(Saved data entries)
◇ ◇ ◇ ◇ ◇
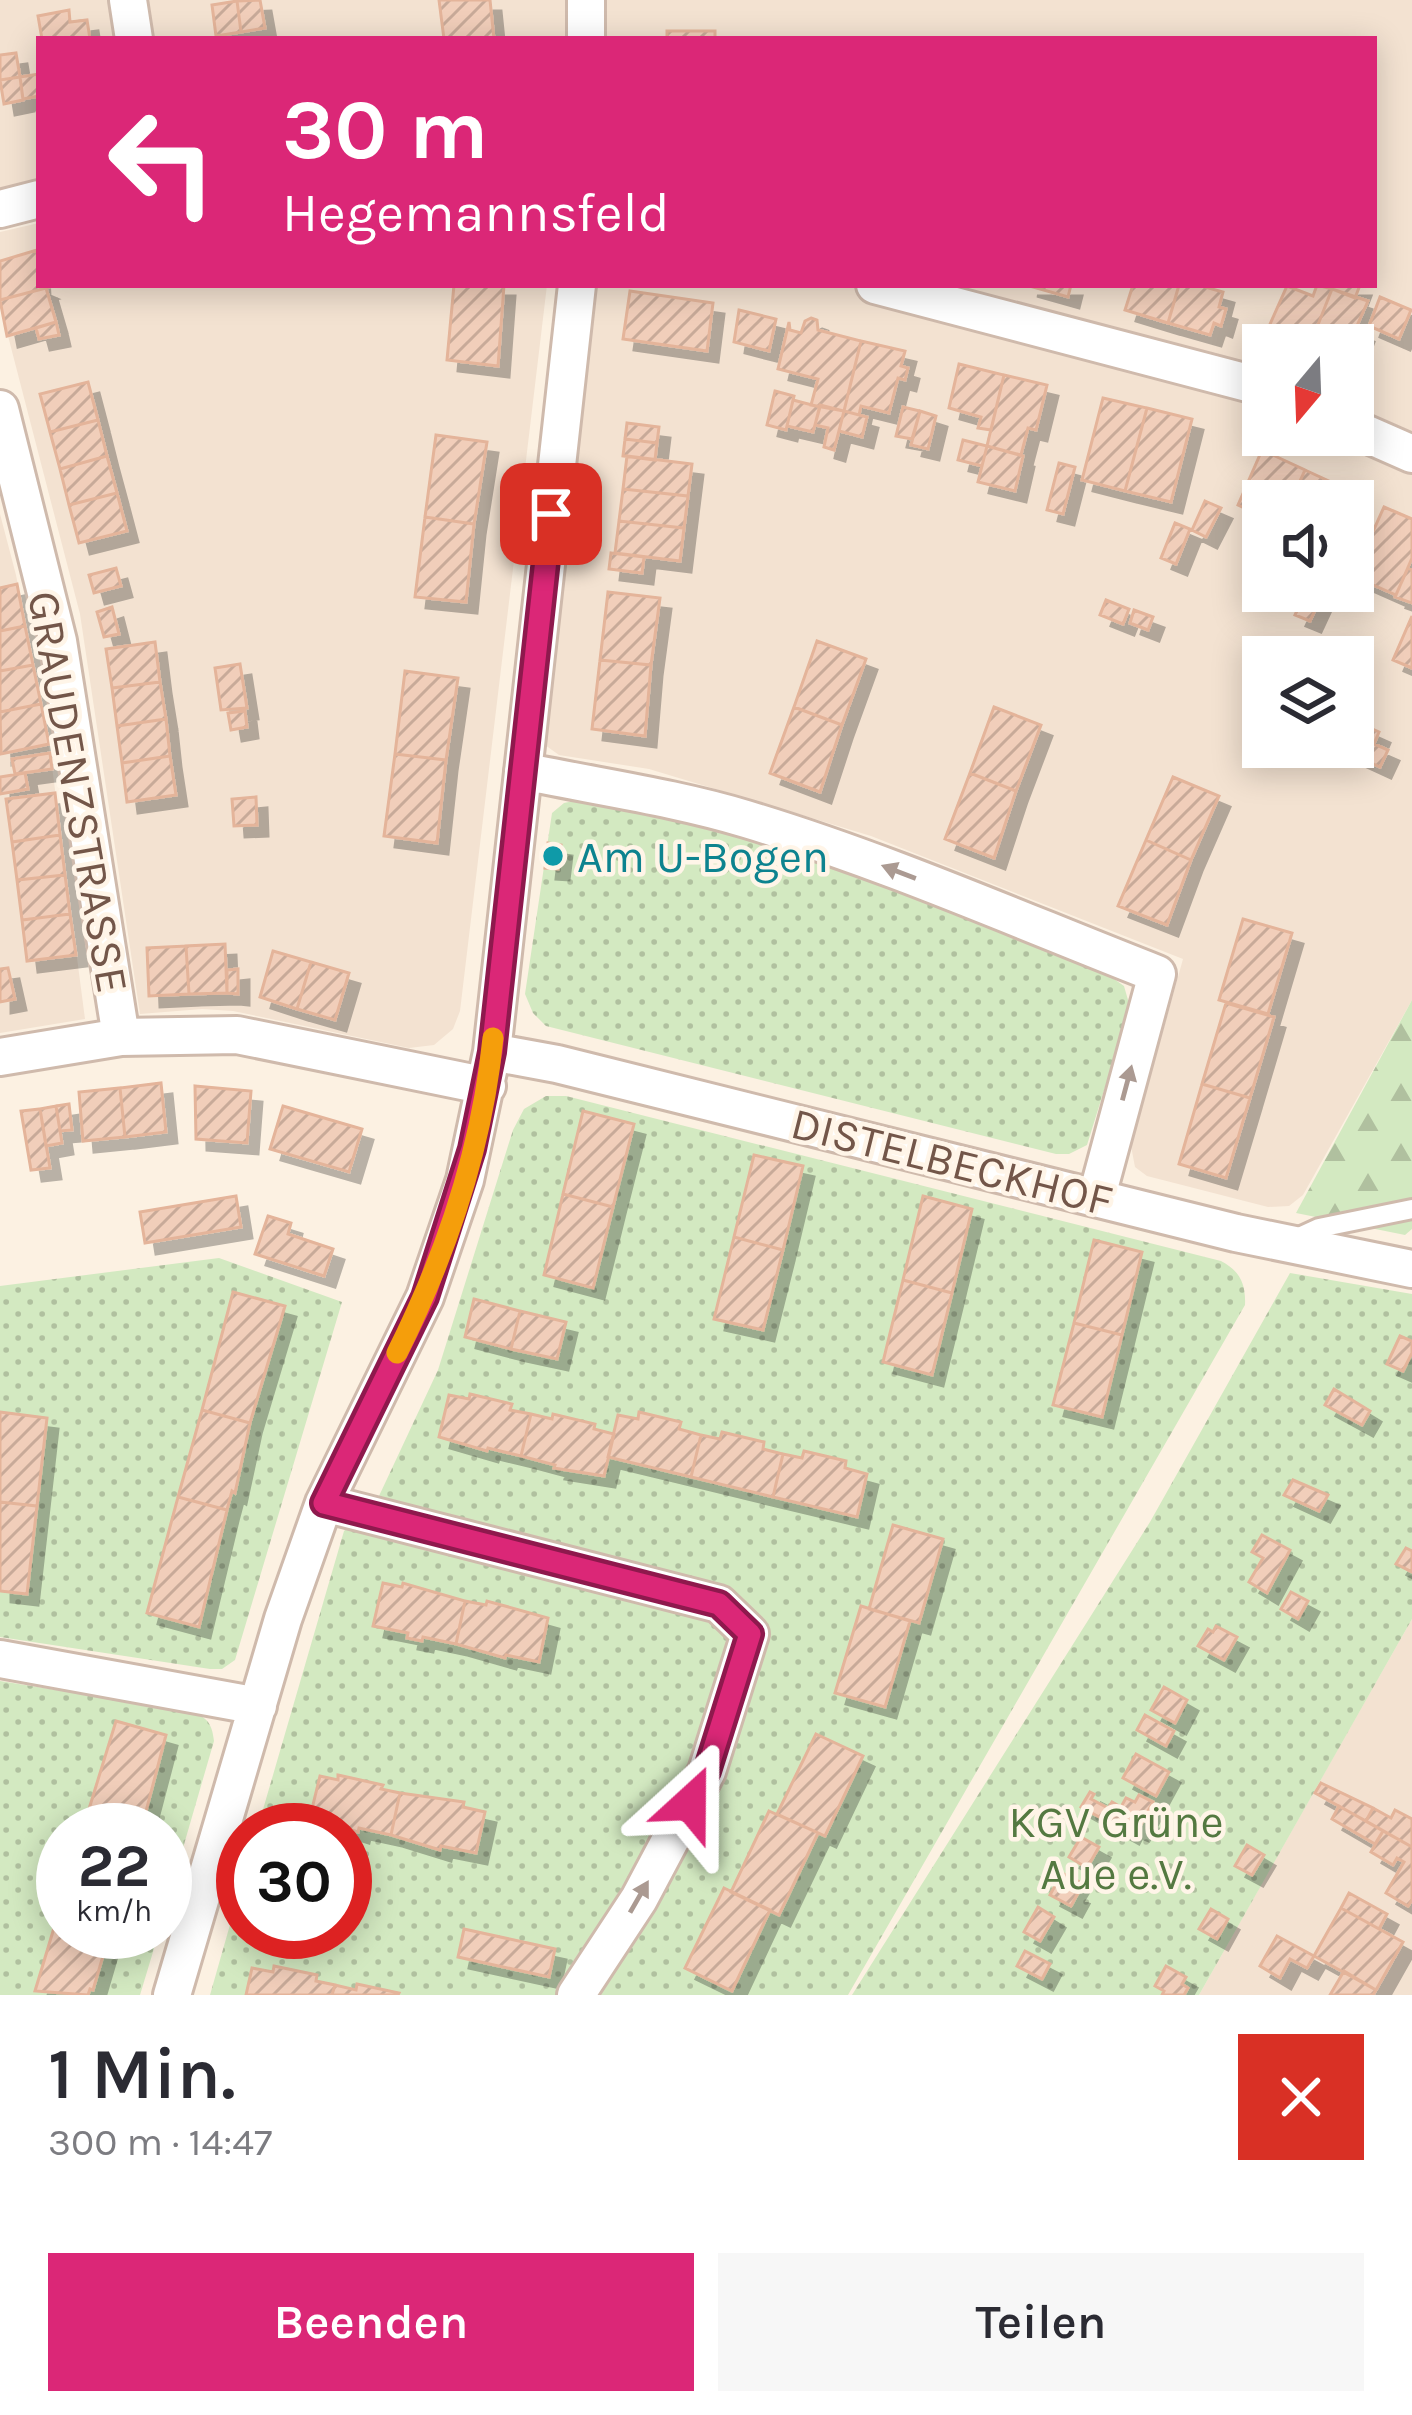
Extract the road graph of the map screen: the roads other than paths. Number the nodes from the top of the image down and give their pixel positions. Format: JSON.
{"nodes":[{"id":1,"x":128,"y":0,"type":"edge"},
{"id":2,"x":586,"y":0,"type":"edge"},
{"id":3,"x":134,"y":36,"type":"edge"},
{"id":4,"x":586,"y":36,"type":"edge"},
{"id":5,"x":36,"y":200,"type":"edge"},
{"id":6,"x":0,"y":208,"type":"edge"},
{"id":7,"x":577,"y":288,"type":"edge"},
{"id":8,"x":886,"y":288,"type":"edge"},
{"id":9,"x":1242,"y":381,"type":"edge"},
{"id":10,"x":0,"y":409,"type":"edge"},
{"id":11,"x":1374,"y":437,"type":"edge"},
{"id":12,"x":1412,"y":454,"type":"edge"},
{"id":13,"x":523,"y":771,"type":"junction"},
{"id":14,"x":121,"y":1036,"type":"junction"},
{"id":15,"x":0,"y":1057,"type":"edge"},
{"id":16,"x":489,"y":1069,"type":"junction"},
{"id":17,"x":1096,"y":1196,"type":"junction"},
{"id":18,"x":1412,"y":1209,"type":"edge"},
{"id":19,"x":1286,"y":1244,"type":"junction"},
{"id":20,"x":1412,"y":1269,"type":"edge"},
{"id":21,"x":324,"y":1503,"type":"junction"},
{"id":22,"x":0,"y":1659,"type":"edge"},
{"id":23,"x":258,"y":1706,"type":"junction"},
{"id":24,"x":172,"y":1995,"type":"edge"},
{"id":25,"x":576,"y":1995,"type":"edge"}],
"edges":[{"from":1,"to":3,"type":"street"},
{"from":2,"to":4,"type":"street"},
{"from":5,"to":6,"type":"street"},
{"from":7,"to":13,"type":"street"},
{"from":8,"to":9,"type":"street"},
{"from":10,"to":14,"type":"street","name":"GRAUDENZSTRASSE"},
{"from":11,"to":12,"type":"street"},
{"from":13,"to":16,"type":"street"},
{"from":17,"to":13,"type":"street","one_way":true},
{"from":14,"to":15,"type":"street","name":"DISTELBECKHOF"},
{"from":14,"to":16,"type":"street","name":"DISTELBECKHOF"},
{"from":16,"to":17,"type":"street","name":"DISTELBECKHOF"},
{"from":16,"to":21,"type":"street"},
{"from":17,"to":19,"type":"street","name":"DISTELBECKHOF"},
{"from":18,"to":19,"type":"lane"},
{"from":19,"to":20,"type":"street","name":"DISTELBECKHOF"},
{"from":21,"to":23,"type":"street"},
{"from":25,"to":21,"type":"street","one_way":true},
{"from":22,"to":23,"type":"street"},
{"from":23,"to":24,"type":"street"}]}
◇ ◇ ◇ ◇ ◇
WHAT THE TASK REQUIRES
The expected output is every line of the data, unchanged, with the pictures skipped.

EXPECTED ANSWER
Extract the road graph of the map screen: the roads other than paths. Number the nodes from the top of the image down and give their pixel positions. Format: JSON.
{"nodes":[{"id":1,"x":128,"y":0,"type":"edge"},
{"id":2,"x":586,"y":0,"type":"edge"},
{"id":3,"x":134,"y":36,"type":"edge"},
{"id":4,"x":586,"y":36,"type":"edge"},
{"id":5,"x":36,"y":200,"type":"edge"},
{"id":6,"x":0,"y":208,"type":"edge"},
{"id":7,"x":577,"y":288,"type":"edge"},
{"id":8,"x":886,"y":288,"type":"edge"},
{"id":9,"x":1242,"y":381,"type":"edge"},
{"id":10,"x":0,"y":409,"type":"edge"},
{"id":11,"x":1374,"y":437,"type":"edge"},
{"id":12,"x":1412,"y":454,"type":"edge"},
{"id":13,"x":523,"y":771,"type":"junction"},
{"id":14,"x":121,"y":1036,"type":"junction"},
{"id":15,"x":0,"y":1057,"type":"edge"},
{"id":16,"x":489,"y":1069,"type":"junction"},
{"id":17,"x":1096,"y":1196,"type":"junction"},
{"id":18,"x":1412,"y":1209,"type":"edge"},
{"id":19,"x":1286,"y":1244,"type":"junction"},
{"id":20,"x":1412,"y":1269,"type":"edge"},
{"id":21,"x":324,"y":1503,"type":"junction"},
{"id":22,"x":0,"y":1659,"type":"edge"},
{"id":23,"x":258,"y":1706,"type":"junction"},
{"id":24,"x":172,"y":1995,"type":"edge"},
{"id":25,"x":576,"y":1995,"type":"edge"}],
"edges":[{"from":1,"to":3,"type":"street"},
{"from":2,"to":4,"type":"street"},
{"from":5,"to":6,"type":"street"},
{"from":7,"to":13,"type":"street"},
{"from":8,"to":9,"type":"street"},
{"from":10,"to":14,"type":"street","name":"GRAUDENZSTRASSE"},
{"from":11,"to":12,"type":"street"},
{"from":13,"to":16,"type":"street"},
{"from":17,"to":13,"type":"street","one_way":true},
{"from":14,"to":15,"type":"street","name":"DISTELBECKHOF"},
{"from":14,"to":16,"type":"street","name":"DISTELBECKHOF"},
{"from":16,"to":17,"type":"street","name":"DISTELBECKHOF"},
{"from":16,"to":21,"type":"street"},
{"from":17,"to":19,"type":"street","name":"DISTELBECKHOF"},
{"from":18,"to":19,"type":"lane"},
{"from":19,"to":20,"type":"street","name":"DISTELBECKHOF"},
{"from":21,"to":23,"type":"street"},
{"from":25,"to":21,"type":"street","one_way":true},
{"from":22,"to":23,"type":"street"},
{"from":23,"to":24,"type":"street"}]}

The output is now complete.